BEGIN Supplied records

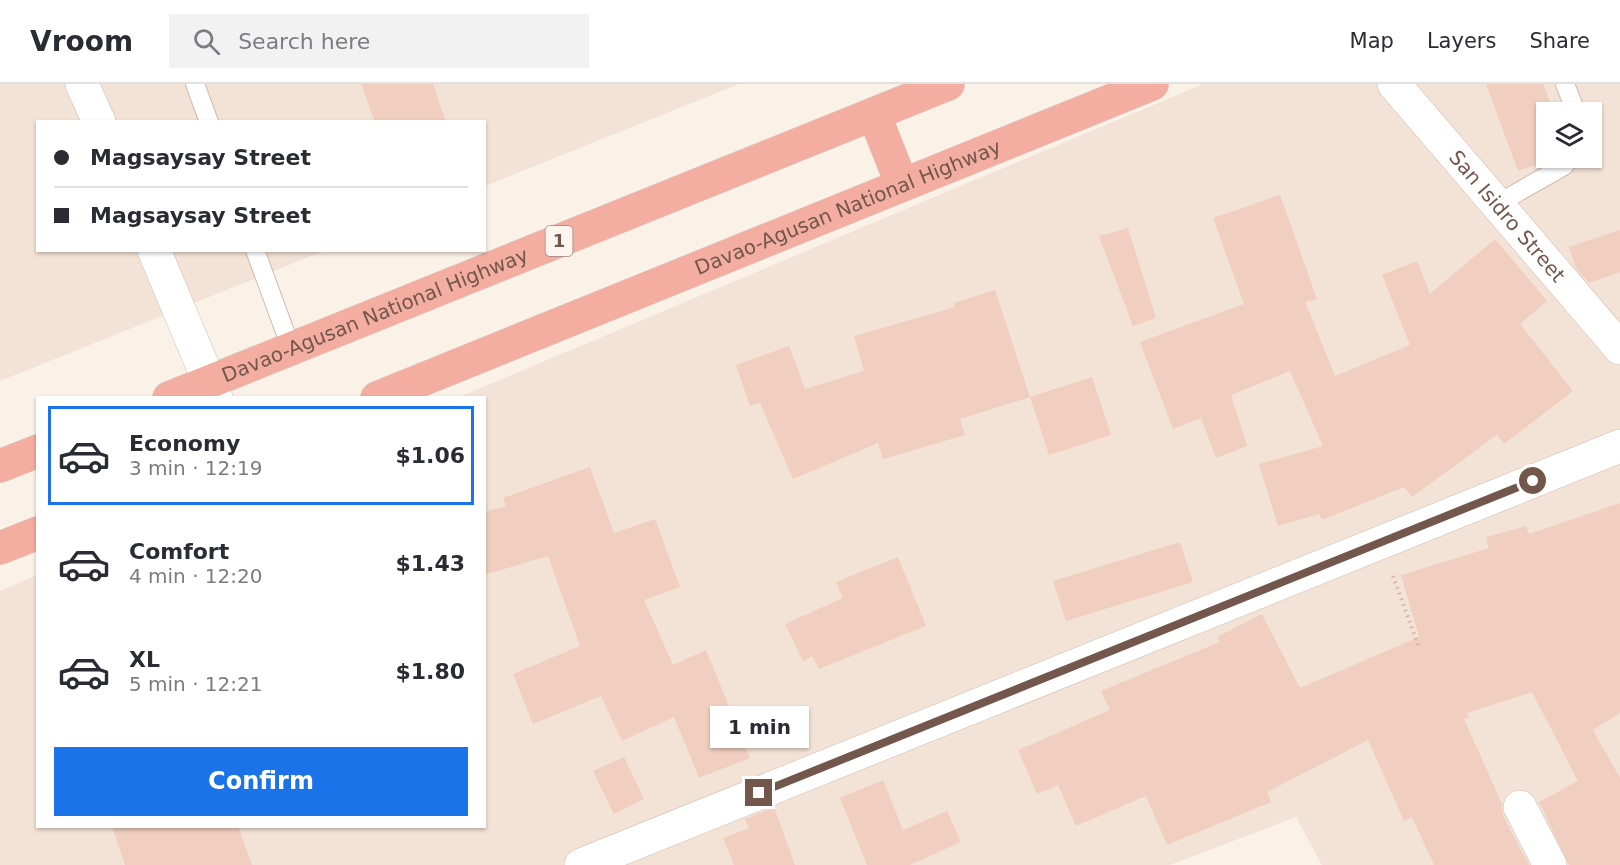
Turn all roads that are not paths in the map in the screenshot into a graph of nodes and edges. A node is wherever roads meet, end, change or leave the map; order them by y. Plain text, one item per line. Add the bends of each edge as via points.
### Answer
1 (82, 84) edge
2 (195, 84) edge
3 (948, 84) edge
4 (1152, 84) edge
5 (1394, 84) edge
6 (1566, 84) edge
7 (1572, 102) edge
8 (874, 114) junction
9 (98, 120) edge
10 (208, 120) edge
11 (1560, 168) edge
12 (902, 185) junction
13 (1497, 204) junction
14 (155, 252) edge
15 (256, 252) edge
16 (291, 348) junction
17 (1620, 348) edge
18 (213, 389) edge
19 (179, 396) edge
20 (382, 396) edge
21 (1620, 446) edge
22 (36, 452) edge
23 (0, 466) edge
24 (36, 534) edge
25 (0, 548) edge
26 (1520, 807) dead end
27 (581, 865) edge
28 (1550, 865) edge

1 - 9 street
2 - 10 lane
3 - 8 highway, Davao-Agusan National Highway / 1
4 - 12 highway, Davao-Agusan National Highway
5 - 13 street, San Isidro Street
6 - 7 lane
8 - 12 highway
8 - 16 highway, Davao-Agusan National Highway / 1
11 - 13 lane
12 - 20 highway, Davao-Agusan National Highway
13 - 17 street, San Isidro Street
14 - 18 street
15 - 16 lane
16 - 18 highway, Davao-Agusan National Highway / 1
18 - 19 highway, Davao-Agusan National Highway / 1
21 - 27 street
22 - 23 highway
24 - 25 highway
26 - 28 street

END Supplied records

▶ _Your instructions_
Word for word, return all the entries and skip their pictures.

▶ _Reply to the task_
Turn all roads that are not paths in the map in the screenshot into a graph of nodes and edges. A node is wherever roads meet, end, change or leave the map; order them by y. Plain text, one item per line. Add the bends of each edge as via points.
### Answer
1 (82, 84) edge
2 (195, 84) edge
3 (948, 84) edge
4 (1152, 84) edge
5 (1394, 84) edge
6 (1566, 84) edge
7 (1572, 102) edge
8 (874, 114) junction
9 (98, 120) edge
10 (208, 120) edge
11 (1560, 168) edge
12 (902, 185) junction
13 (1497, 204) junction
14 (155, 252) edge
15 (256, 252) edge
16 (291, 348) junction
17 (1620, 348) edge
18 (213, 389) edge
19 (179, 396) edge
20 (382, 396) edge
21 (1620, 446) edge
22 (36, 452) edge
23 (0, 466) edge
24 (36, 534) edge
25 (0, 548) edge
26 (1520, 807) dead end
27 (581, 865) edge
28 (1550, 865) edge

1 - 9 street
2 - 10 lane
3 - 8 highway, Davao-Agusan National Highway / 1
4 - 12 highway, Davao-Agusan National Highway
5 - 13 street, San Isidro Street
6 - 7 lane
8 - 12 highway
8 - 16 highway, Davao-Agusan National Highway / 1
11 - 13 lane
12 - 20 highway, Davao-Agusan National Highway
13 - 17 street, San Isidro Street
14 - 18 street
15 - 16 lane
16 - 18 highway, Davao-Agusan National Highway / 1
18 - 19 highway, Davao-Agusan National Highway / 1
21 - 27 street
22 - 23 highway
24 - 25 highway
26 - 28 street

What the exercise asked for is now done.